[The data — start]
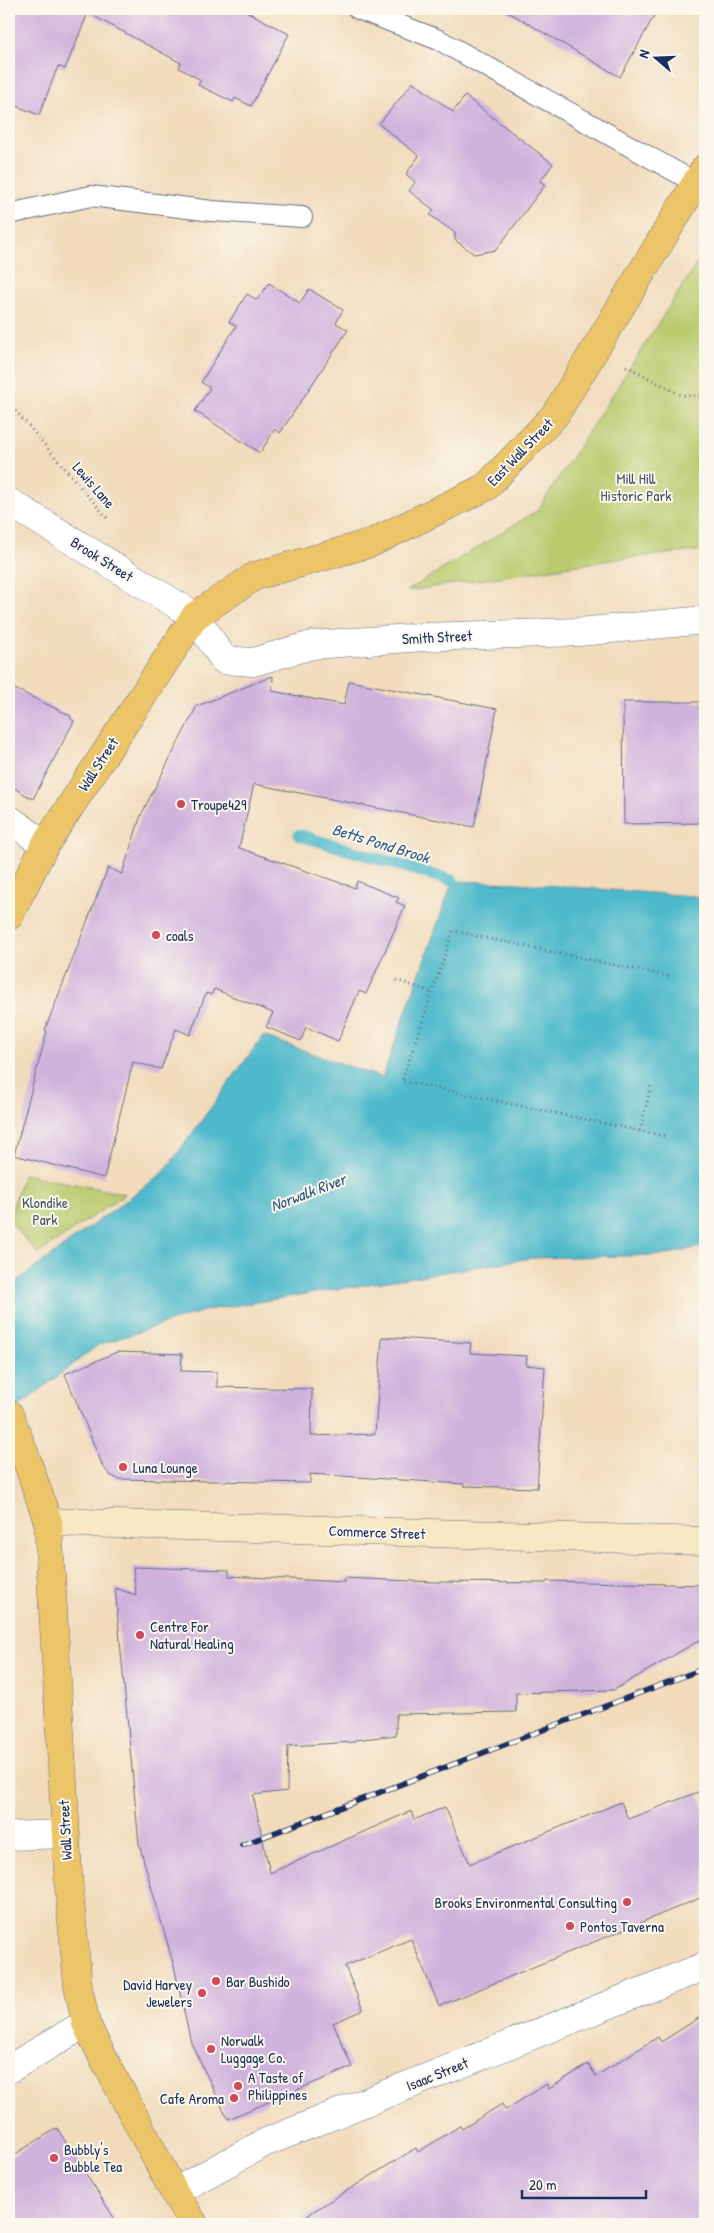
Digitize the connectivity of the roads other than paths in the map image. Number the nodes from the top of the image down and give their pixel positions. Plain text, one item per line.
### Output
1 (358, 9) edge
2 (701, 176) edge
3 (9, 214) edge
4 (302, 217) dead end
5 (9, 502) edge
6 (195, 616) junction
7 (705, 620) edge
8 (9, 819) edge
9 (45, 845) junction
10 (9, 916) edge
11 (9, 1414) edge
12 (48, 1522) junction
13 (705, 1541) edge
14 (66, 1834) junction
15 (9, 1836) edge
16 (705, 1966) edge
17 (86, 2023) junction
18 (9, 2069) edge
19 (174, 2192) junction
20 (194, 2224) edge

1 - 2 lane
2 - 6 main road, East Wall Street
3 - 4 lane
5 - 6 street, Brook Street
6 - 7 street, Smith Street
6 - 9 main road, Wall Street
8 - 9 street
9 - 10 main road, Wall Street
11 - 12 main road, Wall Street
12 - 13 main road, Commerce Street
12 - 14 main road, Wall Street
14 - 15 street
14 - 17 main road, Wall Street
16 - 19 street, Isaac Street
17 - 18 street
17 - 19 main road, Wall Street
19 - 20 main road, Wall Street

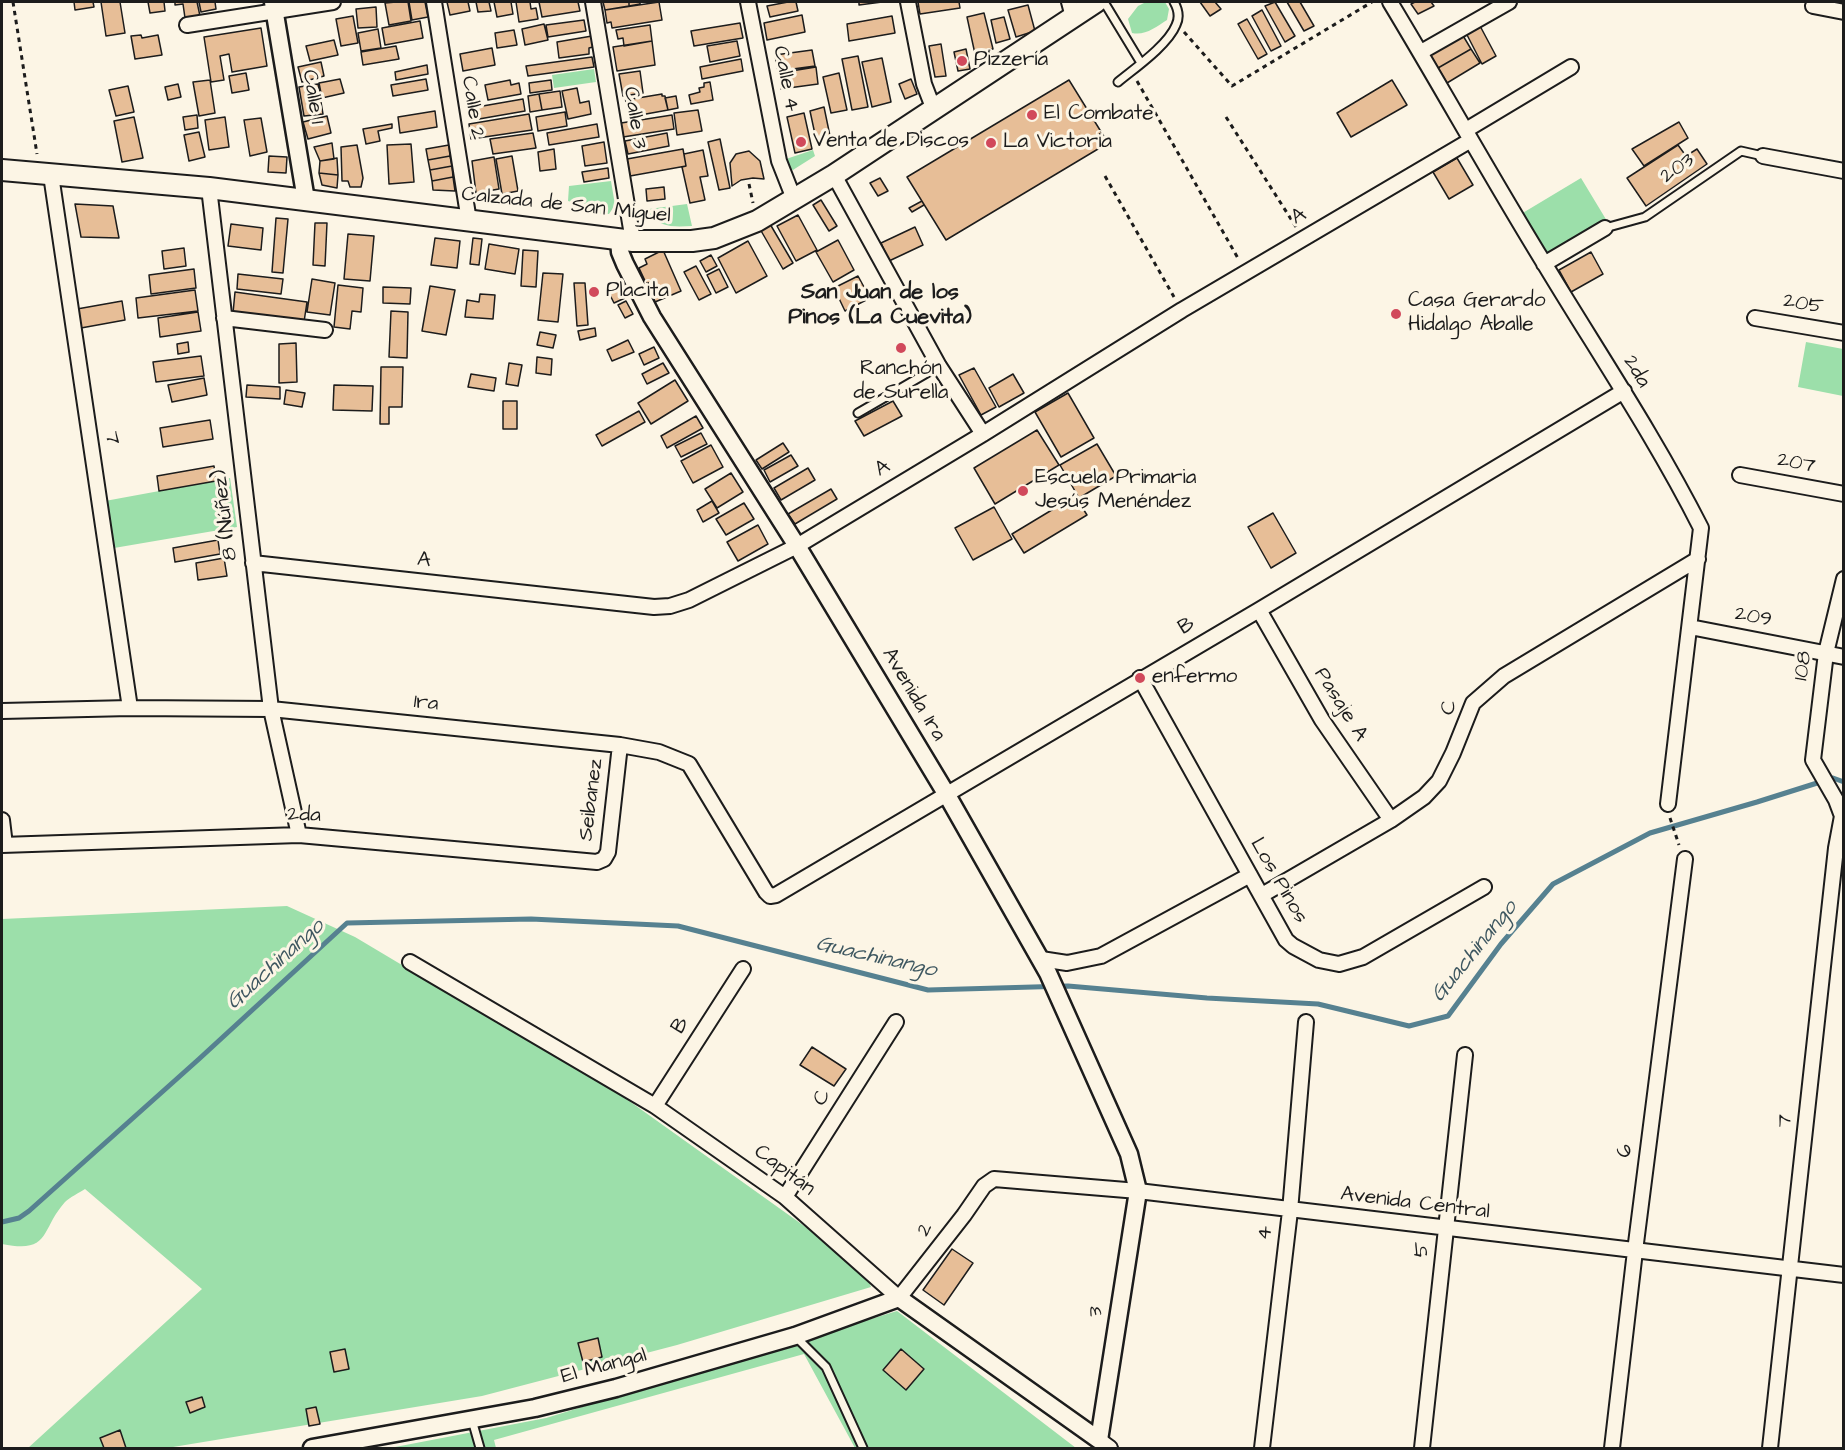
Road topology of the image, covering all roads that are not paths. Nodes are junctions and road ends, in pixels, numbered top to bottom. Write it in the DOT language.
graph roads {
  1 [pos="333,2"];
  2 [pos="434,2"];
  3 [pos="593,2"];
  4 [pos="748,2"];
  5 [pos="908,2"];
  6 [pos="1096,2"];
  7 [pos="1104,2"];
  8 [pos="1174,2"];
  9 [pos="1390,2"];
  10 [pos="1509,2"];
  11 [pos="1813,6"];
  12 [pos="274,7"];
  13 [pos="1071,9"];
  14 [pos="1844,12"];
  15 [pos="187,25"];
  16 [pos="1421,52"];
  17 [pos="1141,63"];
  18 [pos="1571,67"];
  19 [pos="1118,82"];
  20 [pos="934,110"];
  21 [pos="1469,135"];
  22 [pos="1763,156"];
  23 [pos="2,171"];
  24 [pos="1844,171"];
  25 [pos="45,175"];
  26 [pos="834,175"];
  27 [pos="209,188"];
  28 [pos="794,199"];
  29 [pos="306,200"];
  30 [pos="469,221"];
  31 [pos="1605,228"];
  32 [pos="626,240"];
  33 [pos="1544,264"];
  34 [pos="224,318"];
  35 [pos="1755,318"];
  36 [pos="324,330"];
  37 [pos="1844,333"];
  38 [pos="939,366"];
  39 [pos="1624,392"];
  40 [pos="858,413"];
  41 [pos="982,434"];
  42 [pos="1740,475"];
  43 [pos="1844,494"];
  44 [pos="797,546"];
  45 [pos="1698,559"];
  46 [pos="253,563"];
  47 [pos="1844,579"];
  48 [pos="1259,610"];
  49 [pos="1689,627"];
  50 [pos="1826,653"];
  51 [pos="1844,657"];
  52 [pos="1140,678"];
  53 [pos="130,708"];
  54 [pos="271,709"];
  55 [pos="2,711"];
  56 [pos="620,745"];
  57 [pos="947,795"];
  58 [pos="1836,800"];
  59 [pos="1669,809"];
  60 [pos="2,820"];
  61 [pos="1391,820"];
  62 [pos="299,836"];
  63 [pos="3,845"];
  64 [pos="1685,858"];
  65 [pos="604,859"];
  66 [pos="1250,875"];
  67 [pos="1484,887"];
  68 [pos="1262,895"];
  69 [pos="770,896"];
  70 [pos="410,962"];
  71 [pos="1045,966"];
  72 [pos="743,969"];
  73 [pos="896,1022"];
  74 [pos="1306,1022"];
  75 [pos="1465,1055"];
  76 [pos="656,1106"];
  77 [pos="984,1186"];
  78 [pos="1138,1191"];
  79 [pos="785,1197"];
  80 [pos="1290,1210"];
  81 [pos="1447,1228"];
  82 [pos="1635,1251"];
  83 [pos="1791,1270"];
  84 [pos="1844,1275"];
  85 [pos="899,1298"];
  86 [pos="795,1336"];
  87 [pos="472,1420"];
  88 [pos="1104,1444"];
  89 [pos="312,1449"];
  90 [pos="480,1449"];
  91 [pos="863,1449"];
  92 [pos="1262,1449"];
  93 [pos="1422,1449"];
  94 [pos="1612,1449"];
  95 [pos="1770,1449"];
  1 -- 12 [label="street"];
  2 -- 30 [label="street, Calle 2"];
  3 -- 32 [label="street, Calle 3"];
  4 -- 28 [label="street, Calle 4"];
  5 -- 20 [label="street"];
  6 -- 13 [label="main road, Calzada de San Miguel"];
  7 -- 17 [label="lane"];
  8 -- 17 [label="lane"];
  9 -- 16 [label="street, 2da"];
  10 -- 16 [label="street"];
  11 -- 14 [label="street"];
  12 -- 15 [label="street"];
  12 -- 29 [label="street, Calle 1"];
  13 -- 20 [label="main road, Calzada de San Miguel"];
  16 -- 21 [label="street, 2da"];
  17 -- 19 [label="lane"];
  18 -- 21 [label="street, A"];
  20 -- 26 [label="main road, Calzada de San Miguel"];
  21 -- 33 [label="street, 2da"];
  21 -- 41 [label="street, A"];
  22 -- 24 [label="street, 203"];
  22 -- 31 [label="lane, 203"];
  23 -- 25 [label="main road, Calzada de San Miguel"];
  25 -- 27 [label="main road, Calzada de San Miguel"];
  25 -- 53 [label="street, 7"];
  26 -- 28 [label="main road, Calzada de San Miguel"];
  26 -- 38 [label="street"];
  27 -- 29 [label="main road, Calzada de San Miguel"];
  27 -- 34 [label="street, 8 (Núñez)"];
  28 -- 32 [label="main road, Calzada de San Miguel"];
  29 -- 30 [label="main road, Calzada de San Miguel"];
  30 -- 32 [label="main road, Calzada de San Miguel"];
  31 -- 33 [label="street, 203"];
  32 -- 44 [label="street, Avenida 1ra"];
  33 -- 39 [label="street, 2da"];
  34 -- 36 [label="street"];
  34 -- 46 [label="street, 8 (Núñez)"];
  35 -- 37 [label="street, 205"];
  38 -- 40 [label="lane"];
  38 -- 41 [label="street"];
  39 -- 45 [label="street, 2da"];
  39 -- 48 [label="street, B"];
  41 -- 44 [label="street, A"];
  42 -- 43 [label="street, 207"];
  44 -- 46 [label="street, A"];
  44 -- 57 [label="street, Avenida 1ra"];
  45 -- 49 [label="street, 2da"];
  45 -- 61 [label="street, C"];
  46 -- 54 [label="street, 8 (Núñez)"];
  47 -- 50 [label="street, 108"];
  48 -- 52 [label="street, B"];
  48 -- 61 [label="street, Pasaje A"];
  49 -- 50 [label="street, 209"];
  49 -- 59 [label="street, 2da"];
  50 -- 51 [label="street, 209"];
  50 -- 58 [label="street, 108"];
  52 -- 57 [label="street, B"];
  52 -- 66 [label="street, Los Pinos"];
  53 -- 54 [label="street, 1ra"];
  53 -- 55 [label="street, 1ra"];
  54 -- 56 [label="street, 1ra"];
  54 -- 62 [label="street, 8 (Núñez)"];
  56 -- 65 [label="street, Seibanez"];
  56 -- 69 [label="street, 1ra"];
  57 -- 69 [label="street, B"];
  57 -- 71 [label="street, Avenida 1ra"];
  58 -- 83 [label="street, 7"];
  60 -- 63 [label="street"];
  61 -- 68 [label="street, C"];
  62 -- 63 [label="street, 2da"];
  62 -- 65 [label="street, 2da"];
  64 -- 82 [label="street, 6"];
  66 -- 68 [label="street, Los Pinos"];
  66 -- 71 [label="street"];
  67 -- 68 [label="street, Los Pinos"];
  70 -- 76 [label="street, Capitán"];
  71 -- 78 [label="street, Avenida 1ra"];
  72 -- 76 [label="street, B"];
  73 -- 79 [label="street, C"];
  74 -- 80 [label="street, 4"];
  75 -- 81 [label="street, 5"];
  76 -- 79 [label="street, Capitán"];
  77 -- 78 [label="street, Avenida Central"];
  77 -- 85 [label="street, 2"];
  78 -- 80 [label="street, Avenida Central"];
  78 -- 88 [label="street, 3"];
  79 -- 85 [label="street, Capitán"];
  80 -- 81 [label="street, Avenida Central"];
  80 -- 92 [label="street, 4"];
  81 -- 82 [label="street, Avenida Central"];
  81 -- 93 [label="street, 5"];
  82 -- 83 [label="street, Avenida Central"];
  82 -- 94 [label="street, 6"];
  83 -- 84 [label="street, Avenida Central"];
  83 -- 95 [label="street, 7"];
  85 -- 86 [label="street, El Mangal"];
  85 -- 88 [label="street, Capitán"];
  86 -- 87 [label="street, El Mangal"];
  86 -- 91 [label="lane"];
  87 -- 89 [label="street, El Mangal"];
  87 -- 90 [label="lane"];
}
[The data — finish]
** Work order **
From the records, copy every line that has the string "Central" in it.

** Result **
  77 -- 78 [label="street, Avenida Central"];
  78 -- 80 [label="street, Avenida Central"];
  80 -- 81 [label="street, Avenida Central"];
  81 -- 82 [label="street, Avenida Central"];
  82 -- 83 [label="street, Avenida Central"];
  83 -- 84 [label="street, Avenida Central"];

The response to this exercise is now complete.